- Developers: Flavourworks London Studio
- Publishers: Sony Interactive Entertainment Flavourworks (iOS, Windows)
- Director: Jack Attridge
- Composer: Austin Wintory
- Platforms: PlayStation 4; iOS; Windows;
- Release: August 19, 2019 PS4; August 19, 2019; iOS; January 15, 2021; Windows; May 25, 2021;
- Genre: Interactive film
- Mode: Single-player

= Erica (video game) =

2019 interactive fiction video game

Erica is an interactive film video game developed by Flavourworks and published by Sony Interactive Entertainment.
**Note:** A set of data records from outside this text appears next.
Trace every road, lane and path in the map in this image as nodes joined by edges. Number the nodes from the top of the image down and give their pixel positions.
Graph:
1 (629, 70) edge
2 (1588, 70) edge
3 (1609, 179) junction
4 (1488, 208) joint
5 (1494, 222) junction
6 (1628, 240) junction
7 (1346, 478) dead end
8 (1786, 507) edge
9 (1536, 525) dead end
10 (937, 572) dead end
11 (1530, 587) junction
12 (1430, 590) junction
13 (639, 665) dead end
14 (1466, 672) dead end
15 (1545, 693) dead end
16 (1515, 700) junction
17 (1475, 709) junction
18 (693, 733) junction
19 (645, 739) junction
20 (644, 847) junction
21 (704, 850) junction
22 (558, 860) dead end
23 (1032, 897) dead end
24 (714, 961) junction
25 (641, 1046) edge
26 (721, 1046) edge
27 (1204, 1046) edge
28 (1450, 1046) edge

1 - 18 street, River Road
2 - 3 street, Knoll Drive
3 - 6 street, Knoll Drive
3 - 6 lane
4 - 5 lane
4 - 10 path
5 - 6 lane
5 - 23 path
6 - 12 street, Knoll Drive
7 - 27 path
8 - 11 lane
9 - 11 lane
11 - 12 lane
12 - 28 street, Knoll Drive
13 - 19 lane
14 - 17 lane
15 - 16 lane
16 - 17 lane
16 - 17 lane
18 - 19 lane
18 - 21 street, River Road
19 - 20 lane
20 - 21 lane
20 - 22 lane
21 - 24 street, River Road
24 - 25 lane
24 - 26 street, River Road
It was originally released for the PlayStation 4 on August 19, 2019. An iOS port licensed by Sony was released on January 15, 2021, while a port for Microsoft Windows was released on May 25, 2021.

==Gameplay==
The game is an interactive fiction psychological thriller, wherein the player makes choices at critical story junctures to steer which branch of the narrative will unfold. Erica can be played using a companion app on a smartphone using PlayLink (however, the PlayStation 5 is not backwards compatible with this feature), or using the touch pad on a PlayStation 4 Controller.

==Plot==
The game stars Holly Earl as Erica Mason, a young woman grappling with nightmares from her childhood and trying to unravel the truth of her family's occult past. The narrative begins with Erica reliving her father's murder and attempting to identify his killer from these visions. When she receives a severed hand in the mail from a mysterious sender, Erica makes contact with the police and returns temporarily to Delphi House, an asylum with which her parents worked when they were alive. There, she meets people from her father's past, as well as several young women staying at Delphi House, and begins to unravel the mystery behind Delphi House, her father's killing, and a mysterious symbol which appears throughout the game.

==Reception==
The game received "mixed or average" reviews according to the review aggregation website Metacritic. It received an aggregated score of 69/100 from 41 critic reviews. Ericas musical score, composed by Austin Wintory, was nominated for "Outstanding Achievement in Original Music Composition" during the 23rd Annual D.I.C.E. Awards, as well as the original music award at the 2019 International Film Music Critics Association Awards.